Injection of the compositions can be carried out by syringe, catheters, needles and other means for injecting. The injection can be performed on any area of the mammal's body that is in need of treatment, including, but not limited to, face, neck, torso, arms, hands, legs, and feet. The injection can be into any position in the specific area such as epidermis, dermis, fat, muscle, or subcutaneous layer.

For example, skeletal muscles suitable for administration of disclosed compositions can comprise any of the muscles, or combinations of muscles, of the illustrations shown in FIGS. 3A-3B.

Administration can comprise injection into or in the vicinity of one or more of the nerves shown in the schematic of FIG. 4.
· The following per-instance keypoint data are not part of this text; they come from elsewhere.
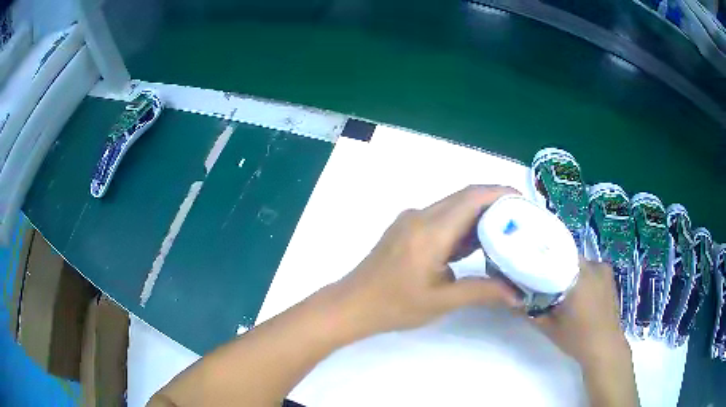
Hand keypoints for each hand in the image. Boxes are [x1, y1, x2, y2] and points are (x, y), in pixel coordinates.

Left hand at [330, 185, 520, 338]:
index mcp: (430, 231)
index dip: (501, 193)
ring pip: (453, 207)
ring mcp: (411, 220)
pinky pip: (441, 217)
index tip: (524, 202)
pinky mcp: (406, 228)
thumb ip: (482, 292)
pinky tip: (475, 244)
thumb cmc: (394, 305)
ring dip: (478, 215)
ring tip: (505, 231)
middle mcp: (421, 216)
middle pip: (464, 197)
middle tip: (521, 219)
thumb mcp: (442, 301)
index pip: (472, 198)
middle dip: (495, 203)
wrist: (352, 304)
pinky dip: (461, 225)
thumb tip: (517, 294)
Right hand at [531, 259, 637, 406]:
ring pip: (580, 263)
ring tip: (560, 287)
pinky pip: (591, 268)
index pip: (555, 255)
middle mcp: (593, 265)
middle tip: (543, 280)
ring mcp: (604, 269)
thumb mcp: (548, 327)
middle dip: (555, 266)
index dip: (541, 259)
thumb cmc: (576, 338)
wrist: (605, 347)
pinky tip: (577, 292)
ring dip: (569, 271)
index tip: (530, 268)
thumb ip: (529, 310)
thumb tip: (511, 297)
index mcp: (578, 275)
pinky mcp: (609, 276)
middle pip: (568, 257)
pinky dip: (582, 275)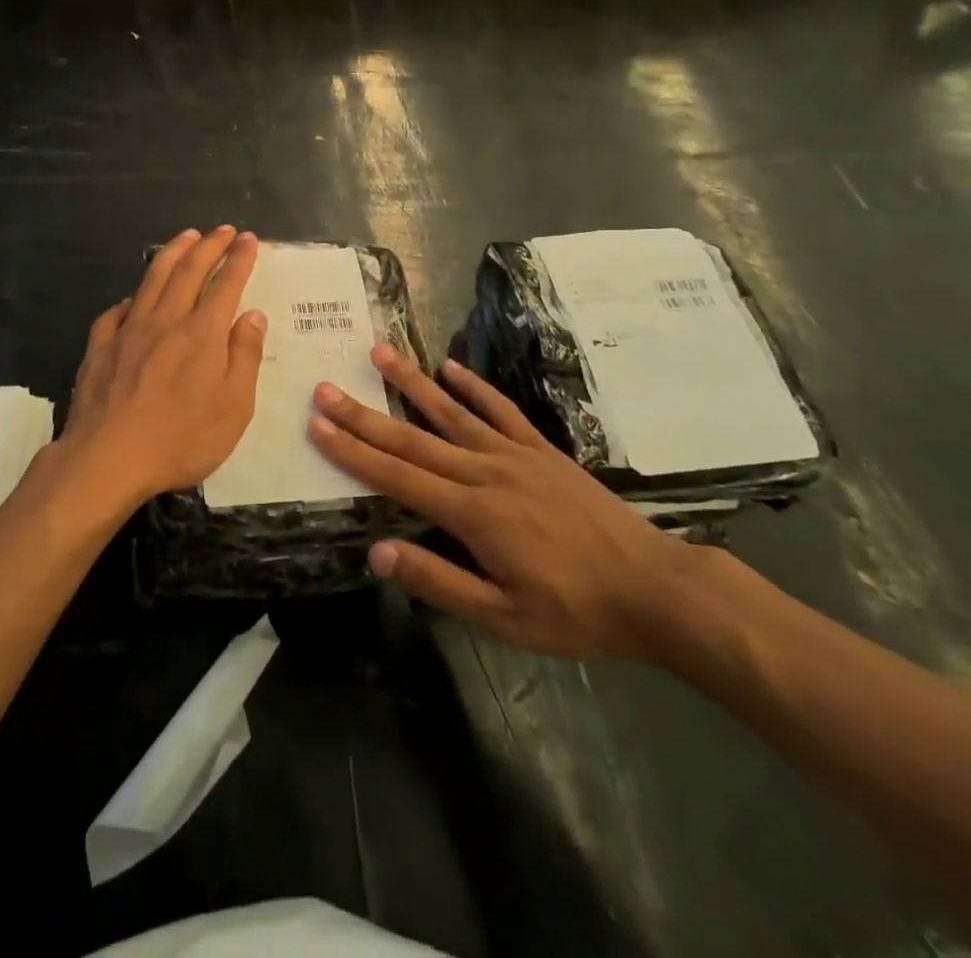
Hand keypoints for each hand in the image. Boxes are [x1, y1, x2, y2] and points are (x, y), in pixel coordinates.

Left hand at [55, 226, 267, 509]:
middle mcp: (165, 321)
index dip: (239, 259)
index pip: (225, 284)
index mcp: (202, 334)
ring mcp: (128, 332)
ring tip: (185, 237)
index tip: (248, 240)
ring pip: (152, 280)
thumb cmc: (181, 439)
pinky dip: (131, 298)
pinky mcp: (99, 348)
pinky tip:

Smooth muscles suitable for administration of disclosed compositions can comprise any of walls of blood vessels, walls of stomach, ureters, intestines, in the aorta (tunica media layer), iris of the eye, prostate, gastrointestinal tract, respiratory tract, small arteries, arterioles, reproductive tracts (both genders), veins, glomeruli of the kidneys (called mesangial cells), bladder, uterus, arrector pili of the skin, ciliary muscle, sphincter, trachea, bile ducts, and the like.

The frequency and the amount of injection under the disclosed methods can be determined based on the nature and location of the particular area being treated. In certain cases, however, repeated injection may be desired to achieve optimal results. The frequency and the amount of the injection for each particular case can be determined by the person of ordinary skill in the art.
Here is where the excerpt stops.